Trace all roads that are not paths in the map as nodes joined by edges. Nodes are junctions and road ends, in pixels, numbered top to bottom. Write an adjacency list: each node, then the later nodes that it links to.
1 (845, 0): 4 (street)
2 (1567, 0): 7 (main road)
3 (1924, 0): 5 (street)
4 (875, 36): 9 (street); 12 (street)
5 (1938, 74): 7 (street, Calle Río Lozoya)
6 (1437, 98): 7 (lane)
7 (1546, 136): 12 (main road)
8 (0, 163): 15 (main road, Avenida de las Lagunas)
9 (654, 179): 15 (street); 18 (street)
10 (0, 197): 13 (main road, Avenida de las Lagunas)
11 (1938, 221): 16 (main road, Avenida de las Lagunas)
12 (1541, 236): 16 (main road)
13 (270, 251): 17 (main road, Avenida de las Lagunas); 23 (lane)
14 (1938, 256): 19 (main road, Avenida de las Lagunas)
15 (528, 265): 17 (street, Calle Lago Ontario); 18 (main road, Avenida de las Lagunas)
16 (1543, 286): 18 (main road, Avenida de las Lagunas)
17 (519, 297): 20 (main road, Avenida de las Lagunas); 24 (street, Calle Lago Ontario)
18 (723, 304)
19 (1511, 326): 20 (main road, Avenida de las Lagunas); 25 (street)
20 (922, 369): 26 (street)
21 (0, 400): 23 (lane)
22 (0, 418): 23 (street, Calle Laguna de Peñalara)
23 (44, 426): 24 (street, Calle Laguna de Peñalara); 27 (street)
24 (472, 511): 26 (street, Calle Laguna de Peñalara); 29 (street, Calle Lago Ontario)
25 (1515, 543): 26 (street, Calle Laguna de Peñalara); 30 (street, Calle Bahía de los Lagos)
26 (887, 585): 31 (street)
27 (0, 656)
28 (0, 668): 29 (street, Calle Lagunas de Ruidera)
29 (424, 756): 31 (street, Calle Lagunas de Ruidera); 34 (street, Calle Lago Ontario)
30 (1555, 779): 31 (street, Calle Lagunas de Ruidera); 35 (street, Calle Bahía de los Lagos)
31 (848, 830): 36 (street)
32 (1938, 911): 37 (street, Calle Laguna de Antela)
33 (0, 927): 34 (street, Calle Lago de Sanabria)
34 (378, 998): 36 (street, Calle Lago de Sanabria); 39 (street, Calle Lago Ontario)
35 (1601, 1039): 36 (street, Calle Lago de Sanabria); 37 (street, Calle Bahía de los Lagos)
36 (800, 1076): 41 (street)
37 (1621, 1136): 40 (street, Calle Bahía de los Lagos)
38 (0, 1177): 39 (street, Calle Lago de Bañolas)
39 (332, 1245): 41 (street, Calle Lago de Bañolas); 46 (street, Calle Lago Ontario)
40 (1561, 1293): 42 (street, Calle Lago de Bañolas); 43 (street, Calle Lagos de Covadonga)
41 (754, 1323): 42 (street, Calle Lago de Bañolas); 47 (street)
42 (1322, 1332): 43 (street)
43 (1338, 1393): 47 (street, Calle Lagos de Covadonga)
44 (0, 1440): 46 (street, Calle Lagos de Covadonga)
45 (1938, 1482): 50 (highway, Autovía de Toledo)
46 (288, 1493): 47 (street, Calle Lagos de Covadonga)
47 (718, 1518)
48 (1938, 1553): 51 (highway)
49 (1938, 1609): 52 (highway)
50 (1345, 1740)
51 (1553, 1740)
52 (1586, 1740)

════════════════

Requirement -> Each entry in the data should be restated exactly as it was written.

Task answer ->
Trace all roads that are not paths in the map as nodes joined by edges. Nodes are junctions and road ends, in pixels, numbered top to bottom. Write an adjacency list: each node, then the later nodes that it links to.
1 (845, 0): 4 (street)
2 (1567, 0): 7 (main road)
3 (1924, 0): 5 (street)
4 (875, 36): 9 (street); 12 (street)
5 (1938, 74): 7 (street, Calle Río Lozoya)
6 (1437, 98): 7 (lane)
7 (1546, 136): 12 (main road)
8 (0, 163): 15 (main road, Avenida de las Lagunas)
9 (654, 179): 15 (street); 18 (street)
10 (0, 197): 13 (main road, Avenida de las Lagunas)
11 (1938, 221): 16 (main road, Avenida de las Lagunas)
12 (1541, 236): 16 (main road)
13 (270, 251): 17 (main road, Avenida de las Lagunas); 23 (lane)
14 (1938, 256): 19 (main road, Avenida de las Lagunas)
15 (528, 265): 17 (street, Calle Lago Ontario); 18 (main road, Avenida de las Lagunas)
16 (1543, 286): 18 (main road, Avenida de las Lagunas)
17 (519, 297): 20 (main road, Avenida de las Lagunas); 24 (street, Calle Lago Ontario)
18 (723, 304)
19 (1511, 326): 20 (main road, Avenida de las Lagunas); 25 (street)
20 (922, 369): 26 (street)
21 (0, 400): 23 (lane)
22 (0, 418): 23 (street, Calle Laguna de Peñalara)
23 (44, 426): 24 (street, Calle Laguna de Peñalara); 27 (street)
24 (472, 511): 26 (street, Calle Laguna de Peñalara); 29 (street, Calle Lago Ontario)
25 (1515, 543): 26 (street, Calle Laguna de Peñalara); 30 (street, Calle Bahía de los Lagos)
26 (887, 585): 31 (street)
27 (0, 656)
28 (0, 668): 29 (street, Calle Lagunas de Ruidera)
29 (424, 756): 31 (street, Calle Lagunas de Ruidera); 34 (street, Calle Lago Ontario)
30 (1555, 779): 31 (street, Calle Lagunas de Ruidera); 35 (street, Calle Bahía de los Lagos)
31 (848, 830): 36 (street)
32 (1938, 911): 37 (street, Calle Laguna de Antela)
33 (0, 927): 34 (street, Calle Lago de Sanabria)
34 (378, 998): 36 (street, Calle Lago de Sanabria); 39 (street, Calle Lago Ontario)
35 (1601, 1039): 36 (street, Calle Lago de Sanabria); 37 (street, Calle Bahía de los Lagos)
36 (800, 1076): 41 (street)
37 (1621, 1136): 40 (street, Calle Bahía de los Lagos)
38 (0, 1177): 39 (street, Calle Lago de Bañolas)
39 (332, 1245): 41 (street, Calle Lago de Bañolas); 46 (street, Calle Lago Ontario)
40 (1561, 1293): 42 (street, Calle Lago de Bañolas); 43 (street, Calle Lagos de Covadonga)
41 (754, 1323): 42 (street, Calle Lago de Bañolas); 47 (street)
42 (1322, 1332): 43 (street)
43 (1338, 1393): 47 (street, Calle Lagos de Covadonga)
44 (0, 1440): 46 (street, Calle Lagos de Covadonga)
45 (1938, 1482): 50 (highway, Autovía de Toledo)
46 (288, 1493): 47 (street, Calle Lagos de Covadonga)
47 (718, 1518)
48 (1938, 1553): 51 (highway)
49 (1938, 1609): 52 (highway)
50 (1345, 1740)
51 (1553, 1740)
52 (1586, 1740)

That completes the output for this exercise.